After locating "wrist: (804, 432)" in the listing below, copy that line and each one after it exactly, ending with the line that has "pinky tip: (682, 286)".

####################

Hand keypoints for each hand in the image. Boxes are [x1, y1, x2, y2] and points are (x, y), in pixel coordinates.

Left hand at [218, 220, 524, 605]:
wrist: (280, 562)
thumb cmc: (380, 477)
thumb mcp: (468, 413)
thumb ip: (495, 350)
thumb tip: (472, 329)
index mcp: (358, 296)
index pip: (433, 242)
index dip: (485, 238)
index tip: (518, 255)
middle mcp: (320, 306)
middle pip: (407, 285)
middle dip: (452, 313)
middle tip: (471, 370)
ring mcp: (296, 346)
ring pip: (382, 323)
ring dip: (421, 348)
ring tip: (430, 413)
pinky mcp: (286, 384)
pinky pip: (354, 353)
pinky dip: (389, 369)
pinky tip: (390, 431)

####################

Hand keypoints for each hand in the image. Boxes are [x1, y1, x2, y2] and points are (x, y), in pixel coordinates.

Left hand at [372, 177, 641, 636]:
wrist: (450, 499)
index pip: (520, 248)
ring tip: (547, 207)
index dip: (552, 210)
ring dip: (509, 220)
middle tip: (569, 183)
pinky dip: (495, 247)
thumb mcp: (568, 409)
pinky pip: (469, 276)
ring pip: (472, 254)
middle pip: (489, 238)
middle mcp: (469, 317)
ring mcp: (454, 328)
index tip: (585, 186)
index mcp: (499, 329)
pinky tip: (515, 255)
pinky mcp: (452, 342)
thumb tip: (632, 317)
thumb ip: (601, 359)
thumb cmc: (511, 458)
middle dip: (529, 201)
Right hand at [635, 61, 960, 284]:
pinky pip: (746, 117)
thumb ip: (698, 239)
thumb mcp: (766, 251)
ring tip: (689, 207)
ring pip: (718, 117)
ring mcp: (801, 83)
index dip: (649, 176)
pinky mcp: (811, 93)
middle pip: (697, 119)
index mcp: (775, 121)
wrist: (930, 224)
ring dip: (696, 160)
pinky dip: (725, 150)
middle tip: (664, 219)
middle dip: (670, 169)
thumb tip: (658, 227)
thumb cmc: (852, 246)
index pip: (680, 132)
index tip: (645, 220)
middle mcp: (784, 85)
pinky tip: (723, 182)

####################

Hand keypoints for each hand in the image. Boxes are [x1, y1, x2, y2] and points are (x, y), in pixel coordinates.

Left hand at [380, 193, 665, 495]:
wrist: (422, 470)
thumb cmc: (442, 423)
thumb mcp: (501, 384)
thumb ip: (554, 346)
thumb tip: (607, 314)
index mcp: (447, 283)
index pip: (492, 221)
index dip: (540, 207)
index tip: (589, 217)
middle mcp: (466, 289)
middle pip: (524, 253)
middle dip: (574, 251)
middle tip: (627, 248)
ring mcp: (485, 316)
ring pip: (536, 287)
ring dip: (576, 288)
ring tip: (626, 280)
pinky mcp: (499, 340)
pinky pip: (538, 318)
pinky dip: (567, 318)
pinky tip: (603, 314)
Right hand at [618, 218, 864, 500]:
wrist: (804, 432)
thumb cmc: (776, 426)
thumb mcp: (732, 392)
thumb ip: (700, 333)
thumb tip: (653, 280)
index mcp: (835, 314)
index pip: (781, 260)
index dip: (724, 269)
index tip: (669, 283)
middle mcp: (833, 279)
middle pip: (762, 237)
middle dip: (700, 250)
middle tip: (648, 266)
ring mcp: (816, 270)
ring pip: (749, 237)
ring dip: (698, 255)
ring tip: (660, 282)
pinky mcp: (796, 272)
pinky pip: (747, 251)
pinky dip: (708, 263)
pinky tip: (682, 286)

####################

TASK OUTPUT:
wrist: (804, 432)
thumb cmc: (776, 426)
thumb mcp: (732, 392)
thumb ip: (700, 333)
thumb tip: (653, 280)
index mcp: (835, 314)
index pip: (781, 260)
index dip: (724, 269)
index tip: (669, 283)
middle mcp: (833, 279)
middle pip: (762, 237)
middle dip: (700, 250)
middle tip: (648, 266)
ring mcp: (816, 270)
ring pip: (749, 237)
ring dip: (698, 255)
ring tip: (660, 282)
pinky mcp: (796, 272)
pinky pip: (747, 251)
pinky dip: (708, 263)
pinky tip: (682, 286)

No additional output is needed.